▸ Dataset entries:
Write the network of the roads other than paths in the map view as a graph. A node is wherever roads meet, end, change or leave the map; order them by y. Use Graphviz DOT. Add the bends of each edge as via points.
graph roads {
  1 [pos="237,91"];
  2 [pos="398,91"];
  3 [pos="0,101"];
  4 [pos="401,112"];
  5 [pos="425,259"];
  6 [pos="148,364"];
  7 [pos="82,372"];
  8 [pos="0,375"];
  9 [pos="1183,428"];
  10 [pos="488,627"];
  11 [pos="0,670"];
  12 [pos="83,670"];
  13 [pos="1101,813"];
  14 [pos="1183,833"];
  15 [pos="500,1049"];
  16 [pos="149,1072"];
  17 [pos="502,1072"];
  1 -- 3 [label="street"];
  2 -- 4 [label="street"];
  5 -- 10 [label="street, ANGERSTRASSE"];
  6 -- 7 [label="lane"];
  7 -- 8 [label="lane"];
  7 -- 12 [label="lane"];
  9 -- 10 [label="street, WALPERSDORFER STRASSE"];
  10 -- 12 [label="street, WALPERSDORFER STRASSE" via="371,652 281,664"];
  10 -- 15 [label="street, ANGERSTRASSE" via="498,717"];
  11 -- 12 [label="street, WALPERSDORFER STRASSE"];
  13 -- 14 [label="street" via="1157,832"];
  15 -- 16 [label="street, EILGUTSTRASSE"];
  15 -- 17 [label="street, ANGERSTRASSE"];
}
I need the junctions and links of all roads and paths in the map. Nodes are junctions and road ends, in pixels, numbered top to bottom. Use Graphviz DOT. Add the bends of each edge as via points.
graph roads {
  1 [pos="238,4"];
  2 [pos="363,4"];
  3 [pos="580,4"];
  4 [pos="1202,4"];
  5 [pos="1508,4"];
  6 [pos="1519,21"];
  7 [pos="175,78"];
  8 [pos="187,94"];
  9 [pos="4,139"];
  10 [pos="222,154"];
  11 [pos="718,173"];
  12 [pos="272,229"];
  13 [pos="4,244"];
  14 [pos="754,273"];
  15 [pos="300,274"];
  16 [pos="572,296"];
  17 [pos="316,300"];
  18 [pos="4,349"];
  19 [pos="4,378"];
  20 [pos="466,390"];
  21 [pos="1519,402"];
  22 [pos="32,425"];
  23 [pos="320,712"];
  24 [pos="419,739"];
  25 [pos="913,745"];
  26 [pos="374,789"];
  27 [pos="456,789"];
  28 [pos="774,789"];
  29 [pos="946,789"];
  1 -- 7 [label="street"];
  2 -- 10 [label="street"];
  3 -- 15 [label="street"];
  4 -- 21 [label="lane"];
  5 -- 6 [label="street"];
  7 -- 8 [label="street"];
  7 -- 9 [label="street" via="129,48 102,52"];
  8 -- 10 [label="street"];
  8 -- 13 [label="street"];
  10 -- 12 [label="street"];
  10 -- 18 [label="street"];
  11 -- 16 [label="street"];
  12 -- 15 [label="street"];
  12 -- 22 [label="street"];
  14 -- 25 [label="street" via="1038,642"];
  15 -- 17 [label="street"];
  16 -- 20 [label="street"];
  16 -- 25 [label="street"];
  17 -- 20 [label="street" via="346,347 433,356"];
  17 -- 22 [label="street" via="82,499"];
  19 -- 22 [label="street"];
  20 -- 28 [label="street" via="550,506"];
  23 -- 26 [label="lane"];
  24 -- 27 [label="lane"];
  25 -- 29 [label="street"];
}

▸ Work task:
Your answer must be every record above, set down exactly as written.

▸ Reply:
Write the network of the roads other than paths in the map view as a graph. A node is wherever roads meet, end, change or leave the map; order them by y. Use Graphviz DOT. Add the bends of each edge as via points.
graph roads {
  1 [pos="237,91"];
  2 [pos="398,91"];
  3 [pos="0,101"];
  4 [pos="401,112"];
  5 [pos="425,259"];
  6 [pos="148,364"];
  7 [pos="82,372"];
  8 [pos="0,375"];
  9 [pos="1183,428"];
  10 [pos="488,627"];
  11 [pos="0,670"];
  12 [pos="83,670"];
  13 [pos="1101,813"];
  14 [pos="1183,833"];
  15 [pos="500,1049"];
  16 [pos="149,1072"];
  17 [pos="502,1072"];
  1 -- 3 [label="street"];
  2 -- 4 [label="street"];
  5 -- 10 [label="street, ANGERSTRASSE"];
  6 -- 7 [label="lane"];
  7 -- 8 [label="lane"];
  7 -- 12 [label="lane"];
  9 -- 10 [label="street, WALPERSDORFER STRASSE"];
  10 -- 12 [label="street, WALPERSDORFER STRASSE" via="371,652 281,664"];
  10 -- 15 [label="street, ANGERSTRASSE" via="498,717"];
  11 -- 12 [label="street, WALPERSDORFER STRASSE"];
  13 -- 14 [label="street" via="1157,832"];
  15 -- 16 [label="street, EILGUTSTRASSE"];
  15 -- 17 [label="street, ANGERSTRASSE"];
}
I need the junctions and links of all roads and paths in the map. Nodes are junctions and road ends, in pixels, numbered top to bottom. Use Graphviz DOT. Add the bends of each edge as via points.
graph roads {
  1 [pos="238,4"];
  2 [pos="363,4"];
  3 [pos="580,4"];
  4 [pos="1202,4"];
  5 [pos="1508,4"];
  6 [pos="1519,21"];
  7 [pos="175,78"];
  8 [pos="187,94"];
  9 [pos="4,139"];
  10 [pos="222,154"];
  11 [pos="718,173"];
  12 [pos="272,229"];
  13 [pos="4,244"];
  14 [pos="754,273"];
  15 [pos="300,274"];
  16 [pos="572,296"];
  17 [pos="316,300"];
  18 [pos="4,349"];
  19 [pos="4,378"];
  20 [pos="466,390"];
  21 [pos="1519,402"];
  22 [pos="32,425"];
  23 [pos="320,712"];
  24 [pos="419,739"];
  25 [pos="913,745"];
  26 [pos="374,789"];
  27 [pos="456,789"];
  28 [pos="774,789"];
  29 [pos="946,789"];
  1 -- 7 [label="street"];
  2 -- 10 [label="street"];
  3 -- 15 [label="street"];
  4 -- 21 [label="lane"];
  5 -- 6 [label="street"];
  7 -- 8 [label="street"];
  7 -- 9 [label="street" via="129,48 102,52"];
  8 -- 10 [label="street"];
  8 -- 13 [label="street"];
  10 -- 12 [label="street"];
  10 -- 18 [label="street"];
  11 -- 16 [label="street"];
  12 -- 15 [label="street"];
  12 -- 22 [label="street"];
  14 -- 25 [label="street" via="1038,642"];
  15 -- 17 [label="street"];
  16 -- 20 [label="street"];
  16 -- 25 [label="street"];
  17 -- 20 [label="street" via="346,347 433,356"];
  17 -- 22 [label="street" via="82,499"];
  19 -- 22 [label="street"];
  20 -- 28 [label="street" via="550,506"];
  23 -- 26 [label="lane"];
  24 -- 27 [label="lane"];
  25 -- 29 [label="street"];
}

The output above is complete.